I sometimes wear the same clothes two days in a row.

Don’t tell anyone.

And today, while the guy came to see if he could aerate my lawn, my three year old came out pants and diaper-less and yelled, “Come see my poo!” He did it in the toilet so it’s a big deal. For some reason the guy declined and then three year old ran out the door and down the street.

“Sorry. I don’t know if I want my lawn aerated for forty bucks (is that a lot?) but I have to catch my naked waist down kid.”

The guy said, “I’ll wait.”

He waited and I ran in my two day old clothes down the street with my one year old screaming and I was screaming and my three year old was laughing and cars were slowing and can I be arrested for naked kids running around?

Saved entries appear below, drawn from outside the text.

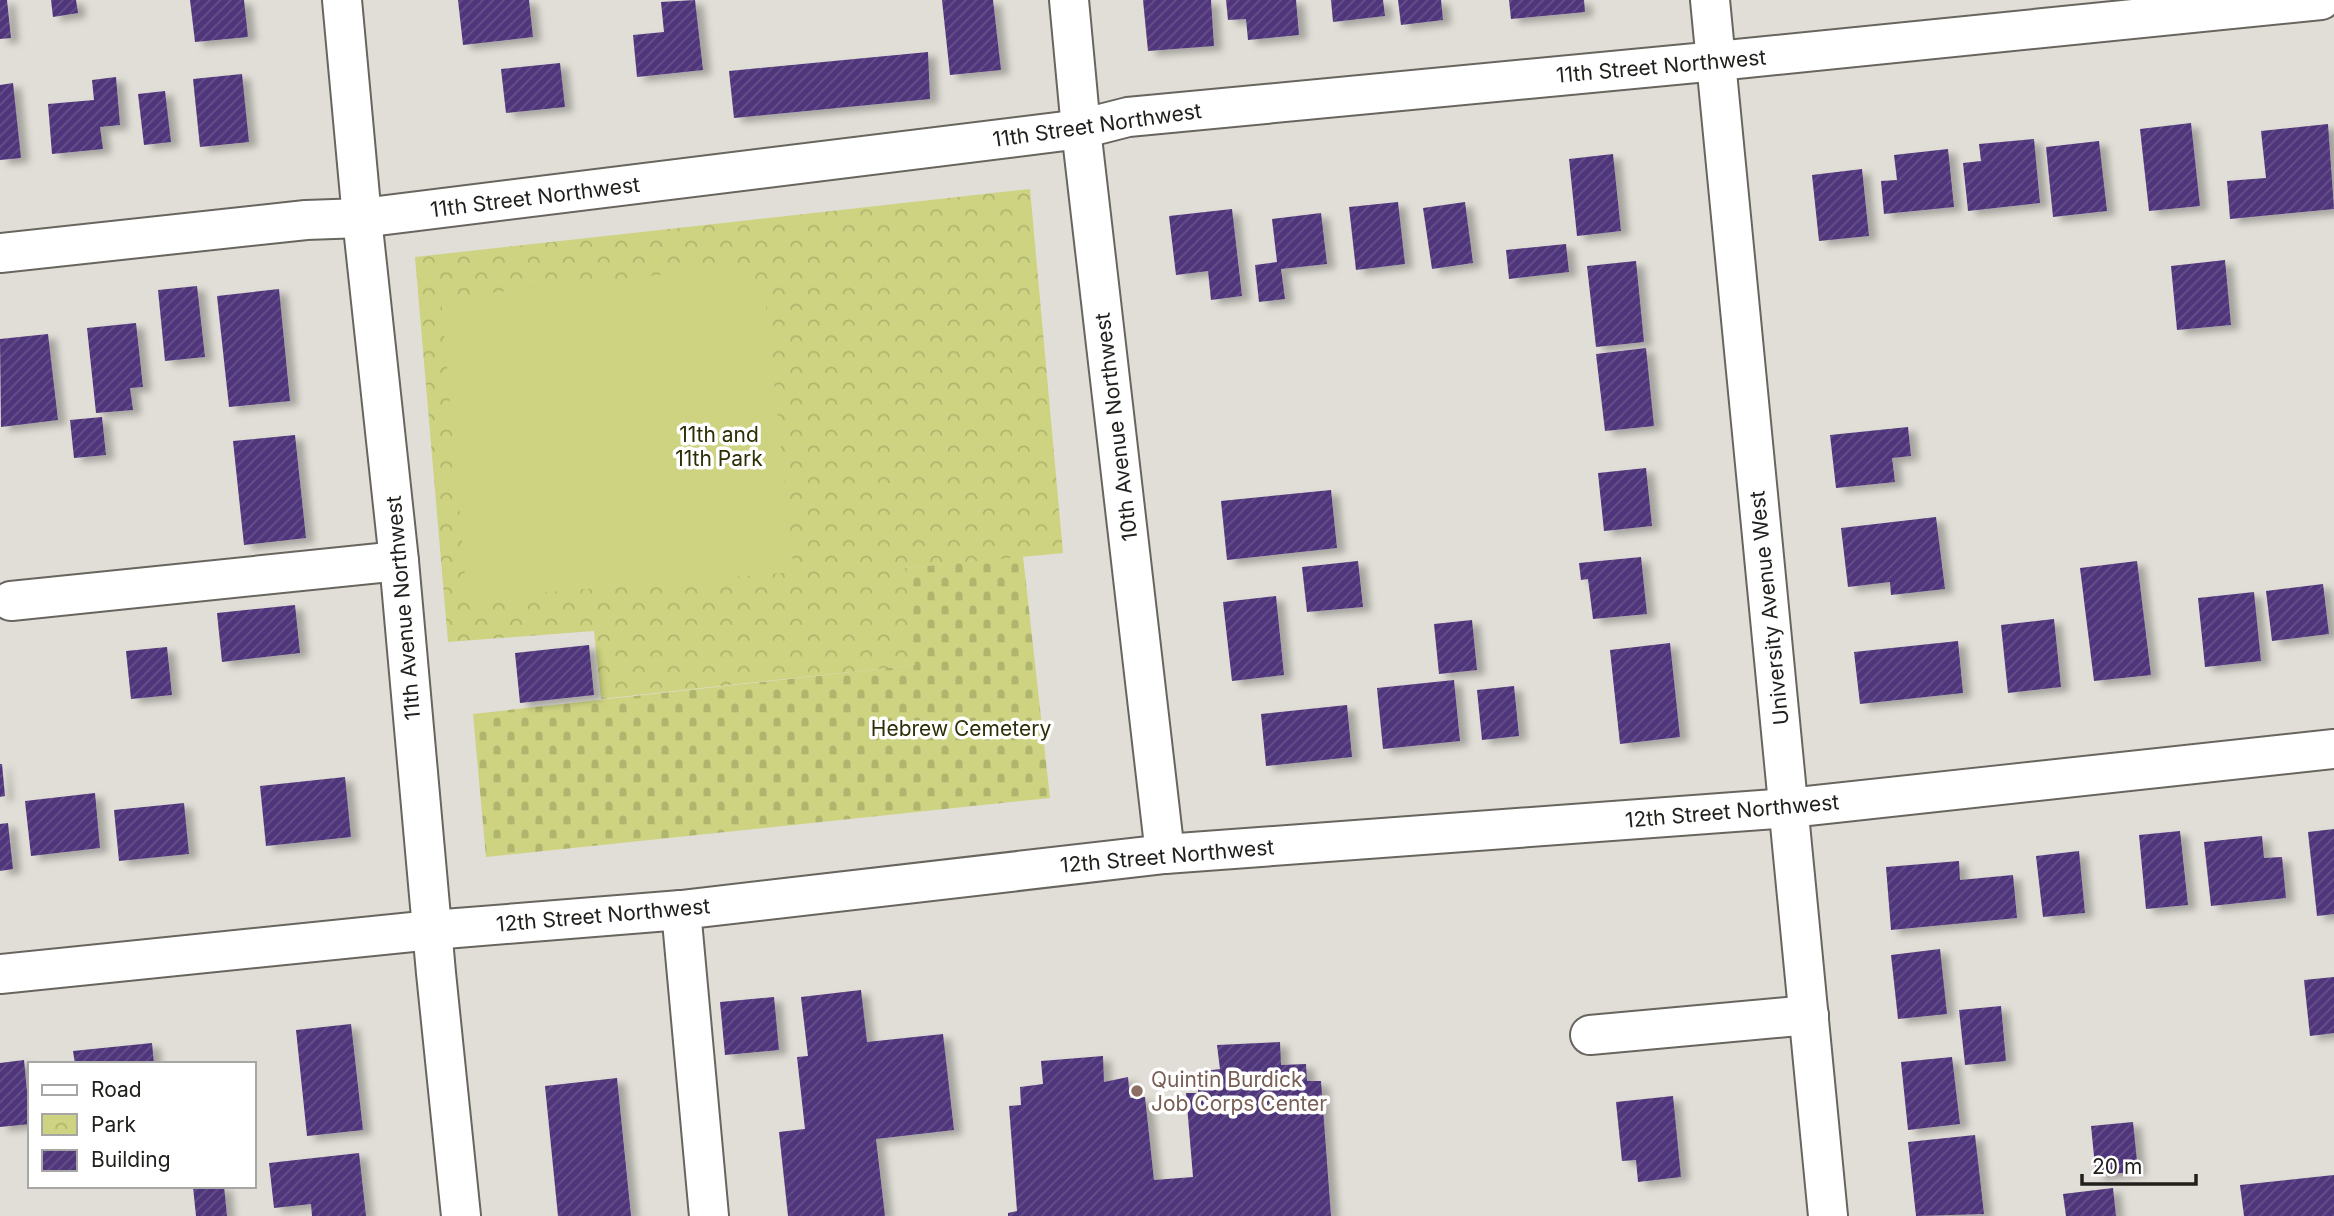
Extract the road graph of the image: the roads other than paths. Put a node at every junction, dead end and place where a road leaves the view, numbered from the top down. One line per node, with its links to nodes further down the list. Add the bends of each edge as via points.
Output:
1 (342, 0): 7 (street, 11th Avenue Northwest)
2 (1069, 0): 6 (street, 10th Avenue Northwest)
3 (1710, 0): 5 (street, University Avenue West)
4 (2321, 0): 5 (street, 11th Street Northwest)
5 (1717, 61): 6 (street, 11th Street Northwest, via 1128,117); 12 (street, University Avenue West)
6 (1081, 129): 7 (street, 11th Street Northwest); 13 (street, 10th Avenue Northwest)
7 (362, 218): 8 (street, 11th Street Northwest); 9 (street, 11th Avenue Northwest)
8 (0, 253)
9 (400, 561): 10 (street); 15 (street, 11th Avenue Northwest)
10 (11, 601)
11 (2334, 749): 12 (street, 12th Street Northwest)
12 (1789, 808): 13 (street, 12th Street Northwest); 17 (street, University Avenue West)
13 (1165, 854): 14 (street, 12th Street Northwest)
14 (681, 909): 15 (street, 12th Street Northwest); 20 (street)
15 (432, 930): 16 (street, 12th Street Northwest); 19 (street, 11th Avenue Northwest)
16 (0, 974)
17 (1809, 1015): 18 (street); 21 (street, University Avenue West)
18 (1590, 1035)
19 (461, 1216)
20 (709, 1216)
21 (1828, 1216)

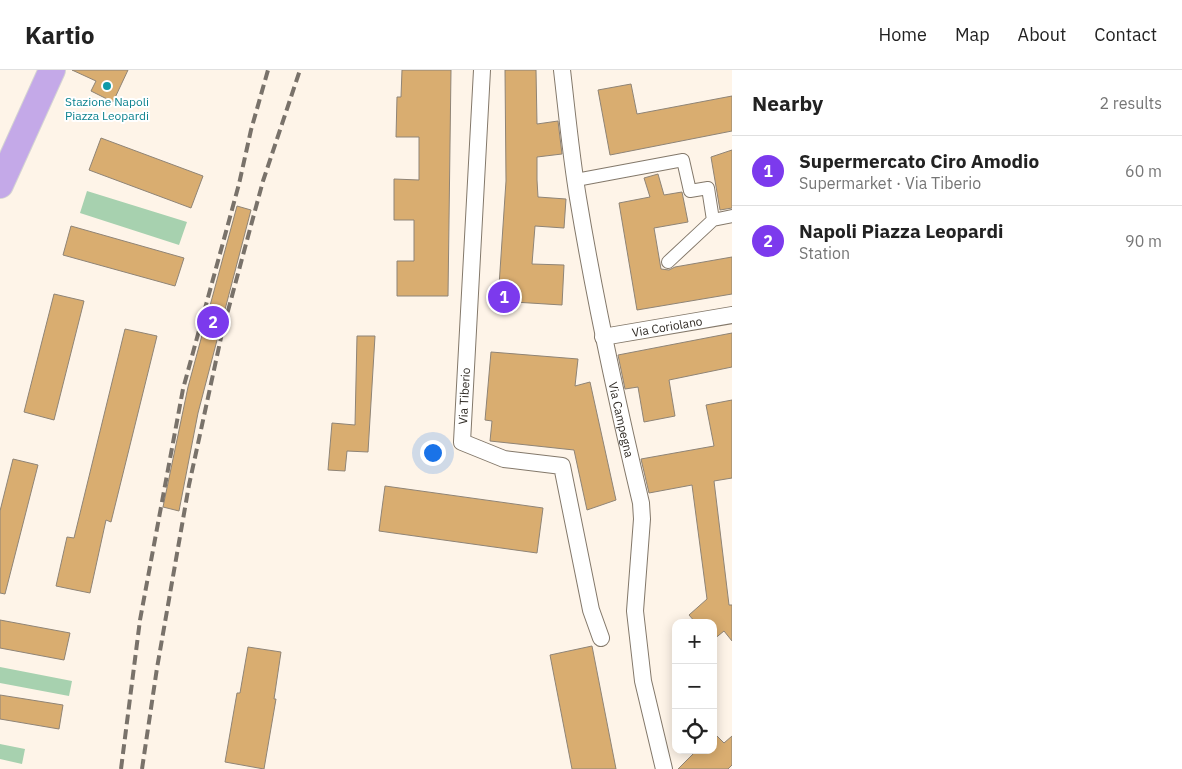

Then one time I did a marathon. A writing marathon. I’ve done a running one before too but that is a story for another time. The thing with the writing marathon is that it was great. Really great. I got so much done. But it was bad. So bad. Because I got so much done.

Like when I maybe step on the scale at my sister’s house one time and I had lost weight. Whhhhaaaaaatttttt? Excitement. So then for the next two weeks I stuff my face with ice cream, buttery buttery popcorn (I LOVE POPCORN), candy, maybe a loaf of bread and then I think there were some cookies. Isn’t that weird? Like now I can do whatever I want because I sort of lost weight.

Like now I don’t have to write for a week or think about writing for a week because I wrote a bunch of words over a weekend and even did research and got all excited about my novel? Isn’t that backwards? Like when I have momentum, why don’t I keep the momentum, work to make the momentum a part of my life. I am so up and down . . . in almost all aspects of my life. Hot. Cold. Happy. Sad. Clean. Dirty. Why can’t I just be, you know, warm. Warm is good. Warm is nice. Warm is what gets the job done. Boo hoo to all this hot cold crap.


This is a quote someone gave to me:

“That which we persist in doing becomes easier for us to do; not that the nature of the thing itself has changed, but that our power to do is increased.”       Ralph Waldo Emerson

I hope I learn how to persist in doing the right things. I hope I know what the right things are. Wearing the same clothes for days on end? Chasing kids? Writing novels? Drinking chocolate milk?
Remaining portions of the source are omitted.